Turnbull, in an affidavit, says her mother gave her and her husband $1 million to express gratitude for their companionship, as she was Lloyd’s primary caregiver. “She said she was ‘comfortable’ with the balance of the account going to me upon her death,” Turnbull claimed of her mother’s wishes, the Sun reported.

Such family feuds over high-profile paydays are numerous. In 2012, Etta May Urquhart sued her own son and accused him of claiming her $51 million Mega Millions ticket as his own, putting millions in accounts out of her control, and buying 10 cars and four homes. They reached a confidential settlement in the matter one year later.

Gloria Mackenzie of Florida filed a lawsuit against her son in 2019, when she was 90, for allegedly mismanaging her $278 million score, which supposedly resulted in a $10 million loss. When Mackenzie won in 2013, it was the largest jackpot in Powerball history at $590.5 million. She claimed her son, who had power of attorney over her finances, had enlisted a host of a financial talk radio show to invest her money.

Pennsylvania state lotto winner William “Bud” Post III was also bedeviled with litigation and even an attempted hit job by his own brother. “Everybody dreams of winning money, but nobody realizes the nightmares that come out of the woodwork, or the problems,” Post said just five years after his lotto bonanza in an interview with the AP.

I wish I’d torn that ticket up.

Post, who’d worked as a circus and carnival driver, cook, and painter, had $2.46 in his bank account when he purchased his winning ticket worth $16.2 million in 1988. He decided on annual payments of roughly $500,000 rather than a lump sum.

After cashing in, Post faced a stream of misfortunes, including a lawsuit from a landlord who obtained a third of his jackpot, an assault conviction, and bankruptcy. His brother, Jeffrey Post of Sarasota, Florida, was arrested in 1993 and later convicted of trying to enlist a hitman to kill Bud and his wife and make it look like a murder-suicide.

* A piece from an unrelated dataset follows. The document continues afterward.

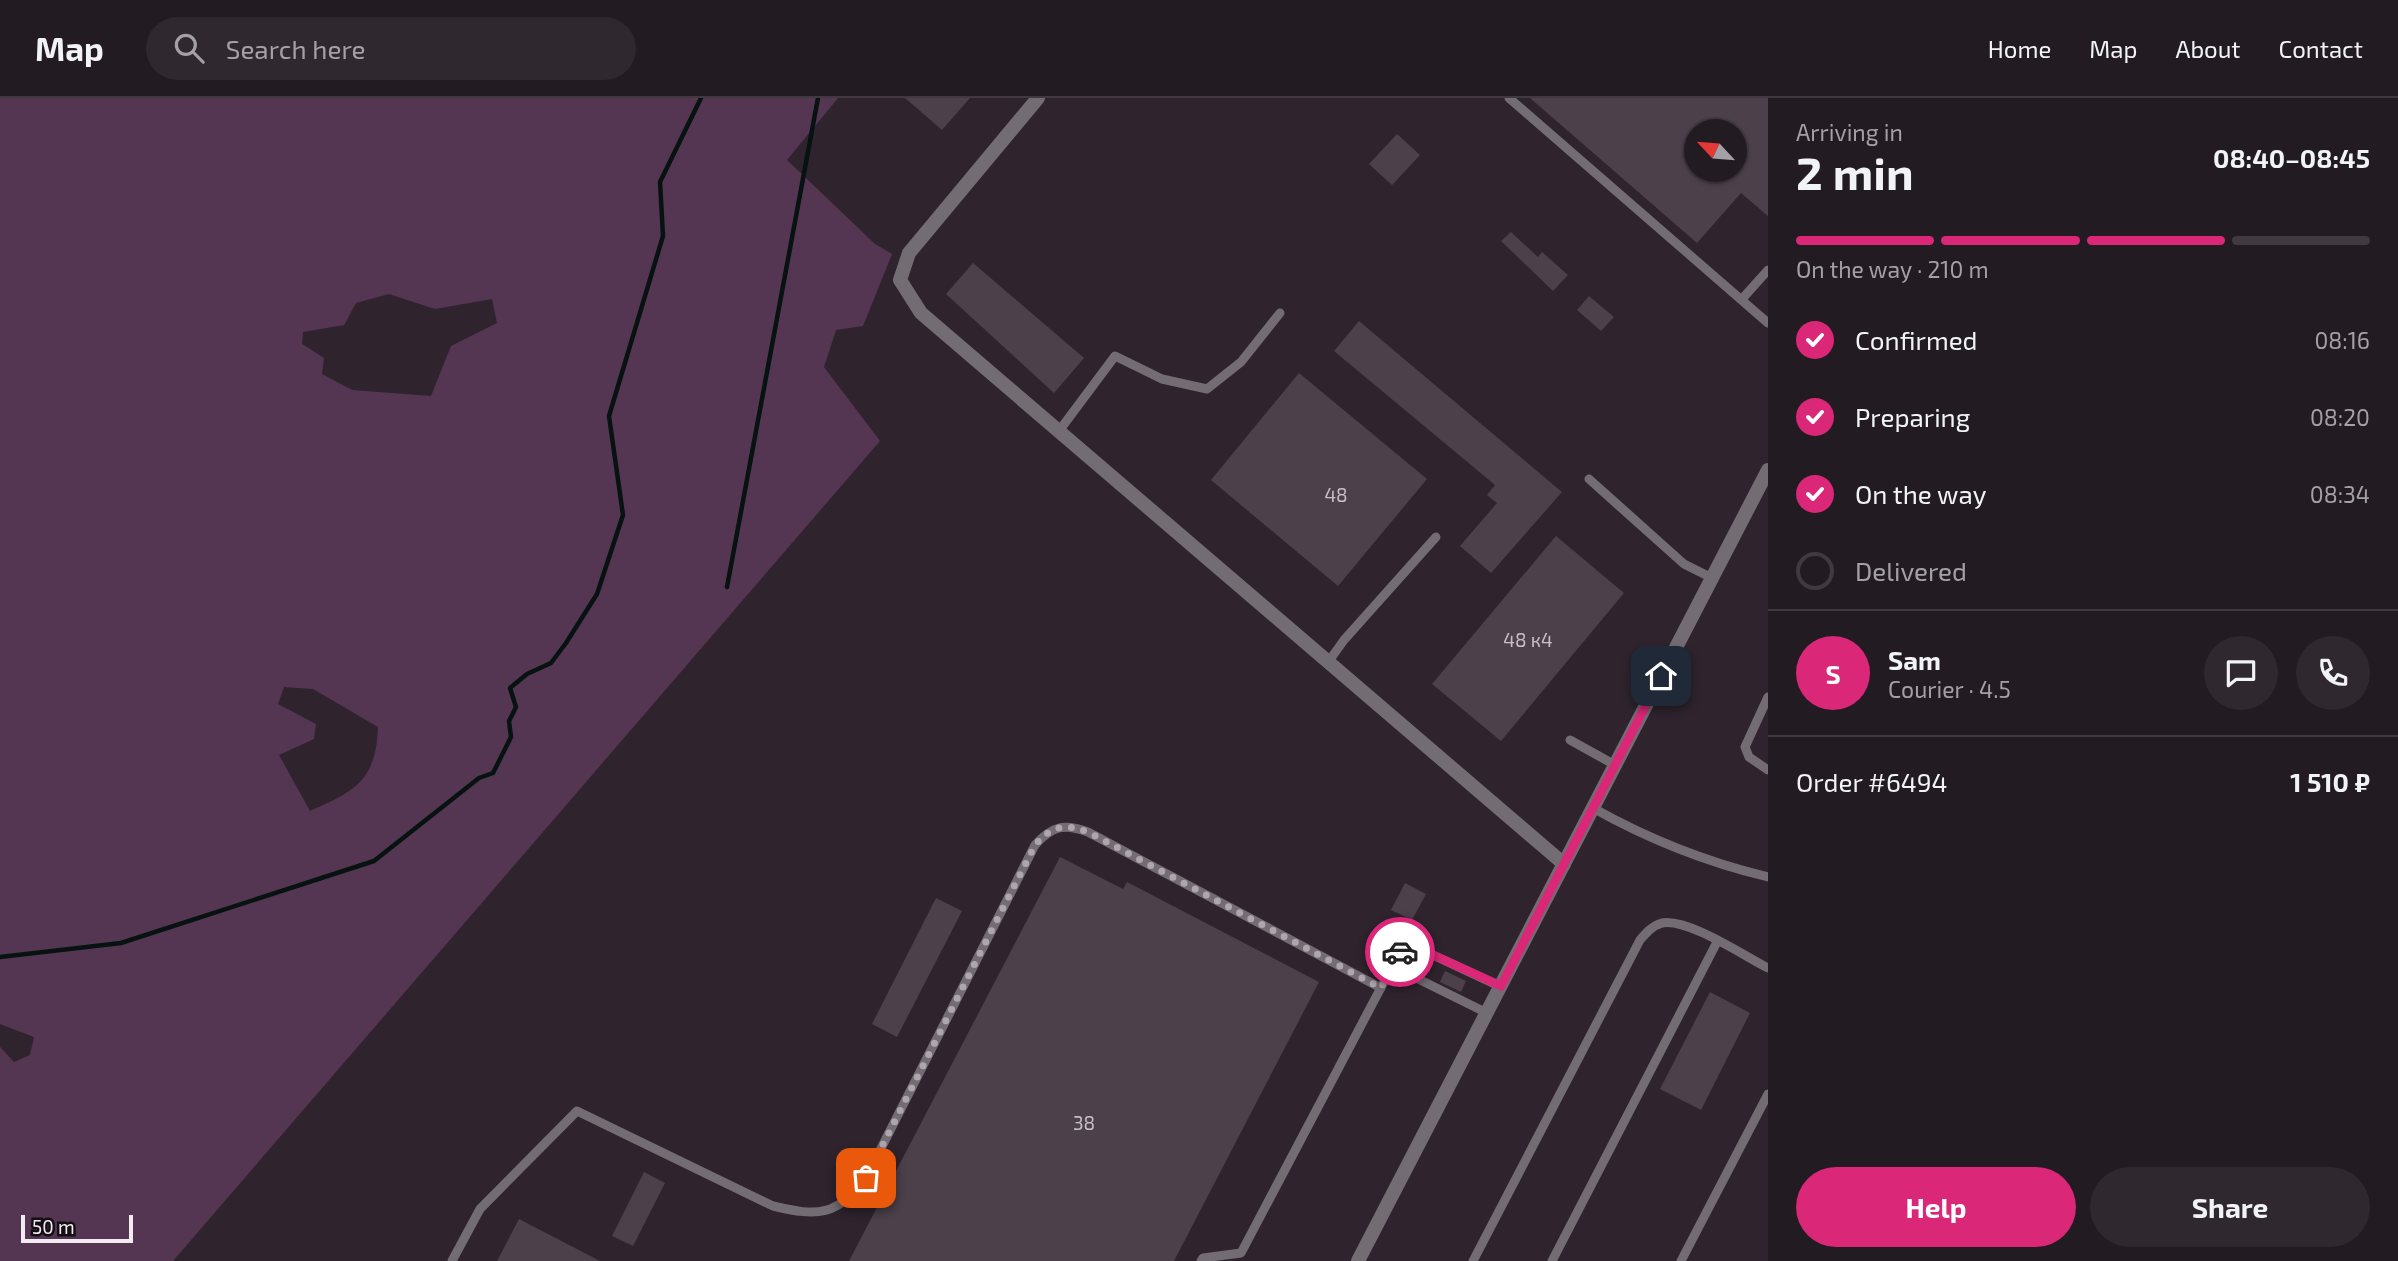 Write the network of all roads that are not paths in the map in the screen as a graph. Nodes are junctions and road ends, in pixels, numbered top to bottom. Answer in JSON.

“The apparent motive for the (attempted) deaths was monetary gain,” police said in a statement, according to a Pittsburgh Post-Gazette report. “(Jeffrey) Post’s brother won a Pennsylvania lottery and apparently was reluctant to share it.”

For Florida winner Abraham Shakespeare, the lottery ultimately cost him his life.

The Lakeland sanitation worker, who was reportedly illiterate and dropped out of school in eighth grade, was 41 when he won a $31 million state jackpot in 2006 and took home a nearly $17 million lump sum. Soon after, a coworker claimed Shakespeare stole the winning ticket and sued him but a jury sided with Shakespeare in 2007.

Following this victory, Shakespeare told the Tampa Tribune he might finally get some peace. “I want to be able to turn the phone completely off and not have to worry about any phone calls,” he said. “My goal is to be able to wake up in the morning, get a fishing pole and go fish. Or go hunting. Or golfing. I ain’t never golfed before.”

Shakespeare would squander his funds over the next couple years, paying off friends’ and relatives’ mortgages or otherwise giving his money away—until he vanished in 2009.

A cousin reported him missing that November, though he was last seen in April, according to The Ledger, a daily newspaper in Lakeland, which reported that Shakepeare’s $1 million home and other real estate holdings or mortgages had been sold or transferred to a medical staffing company owned by a woman named Dorice Donegan “Dee Dee” Moore.

She quickly became a person of interest in Shakespeare’s disappearance. Moore told reporters Shakespeare was hiding out because acquaintances were often begging him for money. She also claimed to be writing a book about the lotto winner.

In January 2010, Polk County Sheriff Grady Judd told the media that he feared Shakespeare was dead, noting, “There are a lot of odd and bizarre circumstances in this case.”

Cops found Shakepeare’s body later that month, buried under a concrete slab in a rural backyard of a property Moore owned. He had been shot twice in the chest.

Moore was arrested that February and later charged with first-degree murder. A jury convicted her in connection to Shakepeare’s death in 2012.

Robert Brown, Shakespeare’s brother, told the Associated Press that his sibling regretted buying his golden ticket.

“‘I’d have been better off broke.’ He said that to me all the time.”